I.1. GANAS DE COMER Y COGER
En el vagón, el cobrador se acercó revisando los boletos. Hice un recuento mental de cuánto dinero tenía: los veinte pesos que me mandó Marie Louise, dieciocho pesos que tenía guardados y un billete de cinco dólares. No tenía ropa, solamente la que llevaba puesta. No sabía cuánto tiempo podía sobrevivir con ese dinero, la mitad de mi vida la había pasado encerrada en el convento y no cuánto costaban las cosas. Tampoco sabía cuánto costaba el boleto del tren. ¡Ni siquiera sabía a dónde iba el tren!
El boletero llegó hasta mí. Miró el dinero en mi mano y preguntó:
—¿A dónde va, señora?
Recordé que, al partir al convento, la criada, al despedirse de mí, me dijo: –“Adiós, niña”. Ahora me decían señora, y me pregunté: “¿Dónde quedó la juventud? ¿Ya dejé de ser señorita?” Me sentí rara por eso, y más rara debí parecer cuando le respondí al boletero con otra pregunta:
—¿A dónde va el tren?
Efectivamente. El boletero me miró con profunda extrañeza, pero me contestó educadamente:
—A México —y, adivinando lo que le iba a preguntar, agregó—. Pasamos por Matehuala, San Luis Potosí, Querétaro y otros puntos intermedios.
—Y… ¿cuánto cuesta el boleto? —le pregunté, con algo de timidez.
No pude apreciar si el boletero estaba sorprendido o fastidiado de atenderme, pero decidió darme la información completa:
—A México, doce pesos; a Querétaro, nueve; a San Luis, seis; y a Matehuala tres pesos.
De inmediato decidí que a México no. Era una ciudad muy grande y me daba miedo, además no quería gastar tanto en pasaje. A Matehuala tampoco; se me hacía que era una ciudad muy pequeña. Sin dudarlo, pagué mi boleto a San Luis Potosí.
La señora que ocupaba el asiento al otro lado del pasillo, me sonrió y me ofreció una empanada de cajeta. Yo tenía hambre, sin embargo la rechacé educadamente. No tenía ganas de platicar con desconocidos, pero de inmediato recordé que ya no tenía conocidos en mi vida; que se quedaron en Saltillo, se quedaron en el pasado, y decidí que necesitaba conocer a más personas. De rato, la señora me volvió a mirar y me sonrió. Yo le devolví la sonrisa. Me llamó la atención que viajara en segunda clase; se veía que podía pagar primera. Era güera, alta, de ojos azules. Estaba esmeradamente vestida, peinada y maquillada, aunque lucía un tanto llamativa; al menos esa impresión me dio.
La señora tomó mi sonrisa como una invitación y se levantó de su asiento para sentarse a mi lado. Percibí su olor a perfume; hacía mucho que no olía uno. Aprecié que se sentara a mi lado porque no quería platicar con ella de un lado a otro del pasillo.

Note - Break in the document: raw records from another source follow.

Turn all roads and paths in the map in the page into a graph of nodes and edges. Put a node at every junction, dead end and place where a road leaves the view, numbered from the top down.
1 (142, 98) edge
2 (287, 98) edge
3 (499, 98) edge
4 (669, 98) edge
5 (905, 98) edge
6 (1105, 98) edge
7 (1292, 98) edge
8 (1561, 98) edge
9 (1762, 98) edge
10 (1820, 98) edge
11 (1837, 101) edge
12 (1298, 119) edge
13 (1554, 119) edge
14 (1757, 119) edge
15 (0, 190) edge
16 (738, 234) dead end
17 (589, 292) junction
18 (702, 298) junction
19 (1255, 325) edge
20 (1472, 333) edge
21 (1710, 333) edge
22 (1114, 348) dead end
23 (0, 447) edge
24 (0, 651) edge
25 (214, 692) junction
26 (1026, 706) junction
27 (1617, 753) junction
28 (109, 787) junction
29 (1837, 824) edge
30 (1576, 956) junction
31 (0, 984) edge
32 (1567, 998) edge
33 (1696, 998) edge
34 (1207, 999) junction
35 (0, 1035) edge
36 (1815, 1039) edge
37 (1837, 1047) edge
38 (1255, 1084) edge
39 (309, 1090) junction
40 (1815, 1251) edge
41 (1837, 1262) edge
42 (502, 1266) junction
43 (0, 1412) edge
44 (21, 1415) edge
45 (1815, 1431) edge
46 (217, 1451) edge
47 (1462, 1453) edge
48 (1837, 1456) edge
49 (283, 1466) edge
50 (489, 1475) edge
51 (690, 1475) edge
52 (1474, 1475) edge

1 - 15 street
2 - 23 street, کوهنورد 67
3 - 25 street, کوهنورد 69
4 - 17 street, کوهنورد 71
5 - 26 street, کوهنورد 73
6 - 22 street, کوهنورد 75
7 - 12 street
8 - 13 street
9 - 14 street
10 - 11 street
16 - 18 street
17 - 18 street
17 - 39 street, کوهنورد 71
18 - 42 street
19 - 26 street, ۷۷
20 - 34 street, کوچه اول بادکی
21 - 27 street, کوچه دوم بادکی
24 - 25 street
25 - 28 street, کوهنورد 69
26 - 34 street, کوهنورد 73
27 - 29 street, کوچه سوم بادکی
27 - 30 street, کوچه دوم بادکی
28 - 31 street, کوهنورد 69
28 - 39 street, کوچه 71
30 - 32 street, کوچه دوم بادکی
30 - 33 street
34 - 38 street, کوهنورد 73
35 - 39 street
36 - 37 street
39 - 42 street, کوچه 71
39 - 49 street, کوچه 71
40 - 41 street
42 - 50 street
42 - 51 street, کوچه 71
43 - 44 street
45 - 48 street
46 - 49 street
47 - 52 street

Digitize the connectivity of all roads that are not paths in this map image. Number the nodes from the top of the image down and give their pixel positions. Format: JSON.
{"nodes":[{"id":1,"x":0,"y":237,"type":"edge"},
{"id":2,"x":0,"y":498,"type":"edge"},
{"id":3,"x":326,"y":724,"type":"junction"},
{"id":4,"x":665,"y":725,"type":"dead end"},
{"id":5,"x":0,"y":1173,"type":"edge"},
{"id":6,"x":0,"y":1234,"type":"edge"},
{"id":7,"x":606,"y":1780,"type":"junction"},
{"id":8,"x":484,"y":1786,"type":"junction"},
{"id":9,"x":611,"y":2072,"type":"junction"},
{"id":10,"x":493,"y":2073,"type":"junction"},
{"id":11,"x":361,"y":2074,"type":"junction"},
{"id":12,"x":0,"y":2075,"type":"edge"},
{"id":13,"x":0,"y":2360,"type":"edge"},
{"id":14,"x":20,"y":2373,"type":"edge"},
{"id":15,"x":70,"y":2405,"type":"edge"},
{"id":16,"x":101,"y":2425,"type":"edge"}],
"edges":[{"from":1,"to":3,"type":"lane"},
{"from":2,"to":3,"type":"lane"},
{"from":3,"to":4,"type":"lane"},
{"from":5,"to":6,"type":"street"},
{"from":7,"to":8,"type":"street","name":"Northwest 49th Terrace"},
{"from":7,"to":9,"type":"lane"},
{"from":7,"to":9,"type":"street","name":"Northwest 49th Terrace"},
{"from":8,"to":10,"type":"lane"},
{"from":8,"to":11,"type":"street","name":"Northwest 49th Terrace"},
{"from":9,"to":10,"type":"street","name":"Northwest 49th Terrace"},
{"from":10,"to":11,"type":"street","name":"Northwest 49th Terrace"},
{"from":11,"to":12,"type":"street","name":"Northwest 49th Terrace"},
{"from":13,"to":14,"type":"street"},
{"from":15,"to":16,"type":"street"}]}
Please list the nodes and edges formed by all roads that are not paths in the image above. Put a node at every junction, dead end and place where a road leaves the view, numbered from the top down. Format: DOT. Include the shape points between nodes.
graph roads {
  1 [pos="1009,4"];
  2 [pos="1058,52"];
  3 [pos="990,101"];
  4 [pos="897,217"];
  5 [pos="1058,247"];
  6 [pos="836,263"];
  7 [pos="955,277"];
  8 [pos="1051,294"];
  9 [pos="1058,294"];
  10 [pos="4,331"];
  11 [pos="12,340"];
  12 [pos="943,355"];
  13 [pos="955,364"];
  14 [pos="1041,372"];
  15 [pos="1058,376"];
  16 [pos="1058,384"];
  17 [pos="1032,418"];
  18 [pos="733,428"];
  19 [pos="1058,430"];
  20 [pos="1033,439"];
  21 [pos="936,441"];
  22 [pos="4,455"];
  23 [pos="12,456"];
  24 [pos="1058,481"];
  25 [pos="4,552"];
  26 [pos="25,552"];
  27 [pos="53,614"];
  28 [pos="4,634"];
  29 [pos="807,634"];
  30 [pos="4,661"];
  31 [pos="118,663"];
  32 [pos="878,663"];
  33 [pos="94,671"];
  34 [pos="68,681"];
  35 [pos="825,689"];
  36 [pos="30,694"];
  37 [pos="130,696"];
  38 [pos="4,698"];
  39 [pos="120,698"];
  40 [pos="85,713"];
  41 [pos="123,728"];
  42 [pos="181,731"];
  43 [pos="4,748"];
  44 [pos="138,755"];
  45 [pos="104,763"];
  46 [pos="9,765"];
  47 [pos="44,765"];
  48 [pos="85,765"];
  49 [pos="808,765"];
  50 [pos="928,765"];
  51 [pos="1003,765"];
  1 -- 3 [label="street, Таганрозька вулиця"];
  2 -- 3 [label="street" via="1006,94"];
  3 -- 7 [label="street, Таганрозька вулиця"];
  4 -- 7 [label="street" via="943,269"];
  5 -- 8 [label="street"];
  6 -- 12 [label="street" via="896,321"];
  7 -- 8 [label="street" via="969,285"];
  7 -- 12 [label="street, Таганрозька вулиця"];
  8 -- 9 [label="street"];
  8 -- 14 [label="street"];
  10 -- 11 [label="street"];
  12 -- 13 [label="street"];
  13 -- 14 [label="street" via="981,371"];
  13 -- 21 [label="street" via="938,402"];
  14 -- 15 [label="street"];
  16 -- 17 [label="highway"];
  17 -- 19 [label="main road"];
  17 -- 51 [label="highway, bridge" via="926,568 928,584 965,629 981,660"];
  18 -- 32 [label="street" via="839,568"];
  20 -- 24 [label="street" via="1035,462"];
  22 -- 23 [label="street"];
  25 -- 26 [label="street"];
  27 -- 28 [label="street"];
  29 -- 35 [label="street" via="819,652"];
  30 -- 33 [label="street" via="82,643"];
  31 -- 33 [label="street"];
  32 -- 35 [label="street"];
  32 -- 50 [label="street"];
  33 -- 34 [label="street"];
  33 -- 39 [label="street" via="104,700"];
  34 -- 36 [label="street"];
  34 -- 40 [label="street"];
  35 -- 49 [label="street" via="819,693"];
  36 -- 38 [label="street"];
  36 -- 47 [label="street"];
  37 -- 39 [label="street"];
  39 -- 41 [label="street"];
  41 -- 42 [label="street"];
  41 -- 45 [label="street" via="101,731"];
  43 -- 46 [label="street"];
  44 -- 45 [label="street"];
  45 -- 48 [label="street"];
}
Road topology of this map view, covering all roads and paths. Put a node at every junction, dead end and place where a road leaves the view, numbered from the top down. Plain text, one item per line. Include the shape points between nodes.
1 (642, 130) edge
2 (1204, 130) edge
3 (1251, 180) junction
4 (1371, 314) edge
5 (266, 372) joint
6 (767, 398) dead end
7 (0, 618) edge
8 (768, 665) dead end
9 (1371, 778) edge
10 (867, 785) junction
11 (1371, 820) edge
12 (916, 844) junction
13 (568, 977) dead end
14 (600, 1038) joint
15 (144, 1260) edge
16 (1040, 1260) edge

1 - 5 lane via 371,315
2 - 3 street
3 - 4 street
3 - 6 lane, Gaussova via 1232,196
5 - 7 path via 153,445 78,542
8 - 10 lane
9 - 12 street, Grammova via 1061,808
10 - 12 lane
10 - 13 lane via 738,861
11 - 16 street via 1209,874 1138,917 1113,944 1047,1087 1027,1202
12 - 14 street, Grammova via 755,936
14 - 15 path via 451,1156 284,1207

—Qué incómodos son los asientos de segunda clase —me dijo al sentarse y acomodar cuidadosamente su vestido para evitar que se le arrugara.
—No se comparan con los de primera clase —le respondí. Ella pareció leer mi pensamiento y me dijo:
—Yo pudiera viajar fácilmente en primera clase, pero no me gusta. En segunda y tercera clase conozco personas más interesantes, y es mejor para el negocio.
—Si no es indiscreción —le pregunté—. ¿A qué negocio se dedica?
—Tengo una casa… Digamos, una casa de huéspedes… Para mujeres solas. En la capital… —me dijo, con una sonrisa y un guiño del ojo.
Iba a pedirle información sobre su casa, pero ella continuó hablando:
—No pude evitar oír su plática con el boletero —me dijo con una sonrisa comprensiva—. A veces nos vemos obligadas a abandonar todo y tenemos que tomar decisiones rápidas.
Me di cuenta que la señora sospechaba que yo venía huyendo de algo y que no tenía a dónde ir. Pensé que tal vez eso era bueno y decidí asentir con una leve sonrisa.
—No te preocupes, chula. Vas a ver que las cosas te van a salir bien. Me imagino que tuviste un problema con tu marido.
Sonreí de manera ambigua, porque que sí había tenido un problema, pero no con mi marido. La señora dio por sentado que venía huyendo de un hombre, y continuó:
—Así son los hombres. Cuando andan de novios, te prometen el cielo y las estrellas, y cuando se casan olvidan sus juramentos, siguen con su vida de solteros y nos dejan abandonadas en la casa. Sólo se acuerdan de nosotras cuando tienen ganas de comer y de coger. —Al oír esa palabra no pude evitar sonrojarme, pues era la primera vez que la oía en una conversación, y más con una señora desconocida.